Task to carry out |
Down to the last character, repeat the data that follows.

Information |
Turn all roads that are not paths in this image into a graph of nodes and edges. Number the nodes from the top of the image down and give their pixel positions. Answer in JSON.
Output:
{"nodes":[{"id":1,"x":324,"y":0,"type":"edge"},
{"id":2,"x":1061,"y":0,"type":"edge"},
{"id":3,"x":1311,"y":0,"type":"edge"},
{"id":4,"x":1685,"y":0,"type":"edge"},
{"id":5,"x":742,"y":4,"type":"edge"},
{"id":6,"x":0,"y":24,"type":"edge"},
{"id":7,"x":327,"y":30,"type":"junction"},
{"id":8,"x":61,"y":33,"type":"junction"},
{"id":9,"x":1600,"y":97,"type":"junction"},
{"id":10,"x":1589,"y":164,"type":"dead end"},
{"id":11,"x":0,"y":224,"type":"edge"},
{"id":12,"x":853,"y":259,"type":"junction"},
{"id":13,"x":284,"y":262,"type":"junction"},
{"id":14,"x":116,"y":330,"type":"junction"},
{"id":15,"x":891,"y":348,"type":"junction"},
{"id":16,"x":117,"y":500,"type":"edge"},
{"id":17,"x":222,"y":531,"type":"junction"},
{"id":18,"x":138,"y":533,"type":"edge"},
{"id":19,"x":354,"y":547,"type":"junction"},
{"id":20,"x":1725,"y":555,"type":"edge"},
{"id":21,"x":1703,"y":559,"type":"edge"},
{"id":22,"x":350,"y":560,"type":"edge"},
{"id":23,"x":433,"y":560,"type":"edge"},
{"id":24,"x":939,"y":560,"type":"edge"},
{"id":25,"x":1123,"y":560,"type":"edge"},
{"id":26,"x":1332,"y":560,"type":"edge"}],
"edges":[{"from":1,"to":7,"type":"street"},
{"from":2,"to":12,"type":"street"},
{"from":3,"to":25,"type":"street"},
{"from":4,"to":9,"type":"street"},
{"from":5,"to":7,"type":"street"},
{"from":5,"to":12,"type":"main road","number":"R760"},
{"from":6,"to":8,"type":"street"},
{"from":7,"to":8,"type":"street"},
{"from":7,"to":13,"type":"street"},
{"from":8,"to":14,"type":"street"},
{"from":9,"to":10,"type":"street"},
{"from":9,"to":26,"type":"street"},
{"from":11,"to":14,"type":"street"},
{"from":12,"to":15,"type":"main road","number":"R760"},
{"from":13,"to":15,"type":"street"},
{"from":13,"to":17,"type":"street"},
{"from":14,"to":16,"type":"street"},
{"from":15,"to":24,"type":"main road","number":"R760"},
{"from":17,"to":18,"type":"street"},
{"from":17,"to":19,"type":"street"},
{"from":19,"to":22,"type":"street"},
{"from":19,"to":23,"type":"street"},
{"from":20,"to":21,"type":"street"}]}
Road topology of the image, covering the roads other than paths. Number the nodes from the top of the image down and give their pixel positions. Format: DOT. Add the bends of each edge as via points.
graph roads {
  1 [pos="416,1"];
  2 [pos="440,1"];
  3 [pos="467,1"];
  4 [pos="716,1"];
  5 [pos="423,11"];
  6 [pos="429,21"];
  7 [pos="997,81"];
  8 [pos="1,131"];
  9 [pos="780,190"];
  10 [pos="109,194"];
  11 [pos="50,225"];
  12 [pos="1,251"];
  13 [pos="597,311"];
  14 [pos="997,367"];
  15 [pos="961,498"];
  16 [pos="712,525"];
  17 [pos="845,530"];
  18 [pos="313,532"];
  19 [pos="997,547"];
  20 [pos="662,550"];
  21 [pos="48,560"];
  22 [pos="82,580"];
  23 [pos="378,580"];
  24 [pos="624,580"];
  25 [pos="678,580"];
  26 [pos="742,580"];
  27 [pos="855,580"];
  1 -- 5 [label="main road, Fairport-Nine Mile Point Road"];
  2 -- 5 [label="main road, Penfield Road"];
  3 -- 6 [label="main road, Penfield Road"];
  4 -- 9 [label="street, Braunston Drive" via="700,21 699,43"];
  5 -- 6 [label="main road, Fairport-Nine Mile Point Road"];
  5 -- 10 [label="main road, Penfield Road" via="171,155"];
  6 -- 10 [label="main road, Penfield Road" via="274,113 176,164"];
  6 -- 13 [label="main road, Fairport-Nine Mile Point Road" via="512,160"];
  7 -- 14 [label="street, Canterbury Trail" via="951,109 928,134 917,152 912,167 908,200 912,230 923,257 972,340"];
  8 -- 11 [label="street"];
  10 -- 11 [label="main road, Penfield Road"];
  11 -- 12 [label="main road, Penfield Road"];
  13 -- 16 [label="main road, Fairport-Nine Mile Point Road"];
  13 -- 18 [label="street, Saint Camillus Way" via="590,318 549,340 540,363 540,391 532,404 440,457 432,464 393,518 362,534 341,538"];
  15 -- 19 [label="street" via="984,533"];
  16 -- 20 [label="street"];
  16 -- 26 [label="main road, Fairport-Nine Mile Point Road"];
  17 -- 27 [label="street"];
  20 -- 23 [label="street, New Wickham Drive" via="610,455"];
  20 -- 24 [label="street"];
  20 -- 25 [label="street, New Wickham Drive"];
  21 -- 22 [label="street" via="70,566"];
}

Answer box |
Turn all roads that are not paths in this image into a graph of nodes and edges. Number the nodes from the top of the image down and give their pixel positions. Answer in JSON.
Output:
{"nodes":[{"id":1,"x":324,"y":0,"type":"edge"},
{"id":2,"x":1061,"y":0,"type":"edge"},
{"id":3,"x":1311,"y":0,"type":"edge"},
{"id":4,"x":1685,"y":0,"type":"edge"},
{"id":5,"x":742,"y":4,"type":"edge"},
{"id":6,"x":0,"y":24,"type":"edge"},
{"id":7,"x":327,"y":30,"type":"junction"},
{"id":8,"x":61,"y":33,"type":"junction"},
{"id":9,"x":1600,"y":97,"type":"junction"},
{"id":10,"x":1589,"y":164,"type":"dead end"},
{"id":11,"x":0,"y":224,"type":"edge"},
{"id":12,"x":853,"y":259,"type":"junction"},
{"id":13,"x":284,"y":262,"type":"junction"},
{"id":14,"x":116,"y":330,"type":"junction"},
{"id":15,"x":891,"y":348,"type":"junction"},
{"id":16,"x":117,"y":500,"type":"edge"},
{"id":17,"x":222,"y":531,"type":"junction"},
{"id":18,"x":138,"y":533,"type":"edge"},
{"id":19,"x":354,"y":547,"type":"junction"},
{"id":20,"x":1725,"y":555,"type":"edge"},
{"id":21,"x":1703,"y":559,"type":"edge"},
{"id":22,"x":350,"y":560,"type":"edge"},
{"id":23,"x":433,"y":560,"type":"edge"},
{"id":24,"x":939,"y":560,"type":"edge"},
{"id":25,"x":1123,"y":560,"type":"edge"},
{"id":26,"x":1332,"y":560,"type":"edge"}],
"edges":[{"from":1,"to":7,"type":"street"},
{"from":2,"to":12,"type":"street"},
{"from":3,"to":25,"type":"street"},
{"from":4,"to":9,"type":"street"},
{"from":5,"to":7,"type":"street"},
{"from":5,"to":12,"type":"main road","number":"R760"},
{"from":6,"to":8,"type":"street"},
{"from":7,"to":8,"type":"street"},
{"from":7,"to":13,"type":"street"},
{"from":8,"to":14,"type":"street"},
{"from":9,"to":10,"type":"street"},
{"from":9,"to":26,"type":"street"},
{"from":11,"to":14,"type":"street"},
{"from":12,"to":15,"type":"main road","number":"R760"},
{"from":13,"to":15,"type":"street"},
{"from":13,"to":17,"type":"street"},
{"from":14,"to":16,"type":"street"},
{"from":15,"to":24,"type":"main road","number":"R760"},
{"from":17,"to":18,"type":"street"},
{"from":17,"to":19,"type":"street"},
{"from":19,"to":22,"type":"street"},
{"from":19,"to":23,"type":"street"},
{"from":20,"to":21,"type":"street"}]}
Road topology of the image, covering the roads other than paths. Number the nodes from the top of the image down and give their pixel positions. Format: DOT. Add the bends of each edge as via points.
graph roads {
  1 [pos="416,1"];
  2 [pos="440,1"];
  3 [pos="467,1"];
  4 [pos="716,1"];
  5 [pos="423,11"];
  6 [pos="429,21"];
  7 [pos="997,81"];
  8 [pos="1,131"];
  9 [pos="780,190"];
  10 [pos="109,194"];
  11 [pos="50,225"];
  12 [pos="1,251"];
  13 [pos="597,311"];
  14 [pos="997,367"];
  15 [pos="961,498"];
  16 [pos="712,525"];
  17 [pos="845,530"];
  18 [pos="313,532"];
  19 [pos="997,547"];
  20 [pos="662,550"];
  21 [pos="48,560"];
  22 [pos="82,580"];
  23 [pos="378,580"];
  24 [pos="624,580"];
  25 [pos="678,580"];
  26 [pos="742,580"];
  27 [pos="855,580"];
  1 -- 5 [label="main road, Fairport-Nine Mile Point Road"];
  2 -- 5 [label="main road, Penfield Road"];
  3 -- 6 [label="main road, Penfield Road"];
  4 -- 9 [label="street, Braunston Drive" via="700,21 699,43"];
  5 -- 6 [label="main road, Fairport-Nine Mile Point Road"];
  5 -- 10 [label="main road, Penfield Road" via="171,155"];
  6 -- 10 [label="main road, Penfield Road" via="274,113 176,164"];
  6 -- 13 [label="main road, Fairport-Nine Mile Point Road" via="512,160"];
  7 -- 14 [label="street, Canterbury Trail" via="951,109 928,134 917,152 912,167 908,200 912,230 923,257 972,340"];
  8 -- 11 [label="street"];
  10 -- 11 [label="main road, Penfield Road"];
  11 -- 12 [label="main road, Penfield Road"];
  13 -- 16 [label="main road, Fairport-Nine Mile Point Road"];
  13 -- 18 [label="street, Saint Camillus Way" via="590,318 549,340 540,363 540,391 532,404 440,457 432,464 393,518 362,534 341,538"];
  15 -- 19 [label="street" via="984,533"];
  16 -- 20 [label="street"];
  16 -- 26 [label="main road, Fairport-Nine Mile Point Road"];
  17 -- 27 [label="street"];
  20 -- 23 [label="street, New Wickham Drive" via="610,455"];
  20 -- 24 [label="street"];
  20 -- 25 [label="street, New Wickham Drive"];
  21 -- 22 [label="street" via="70,566"];
}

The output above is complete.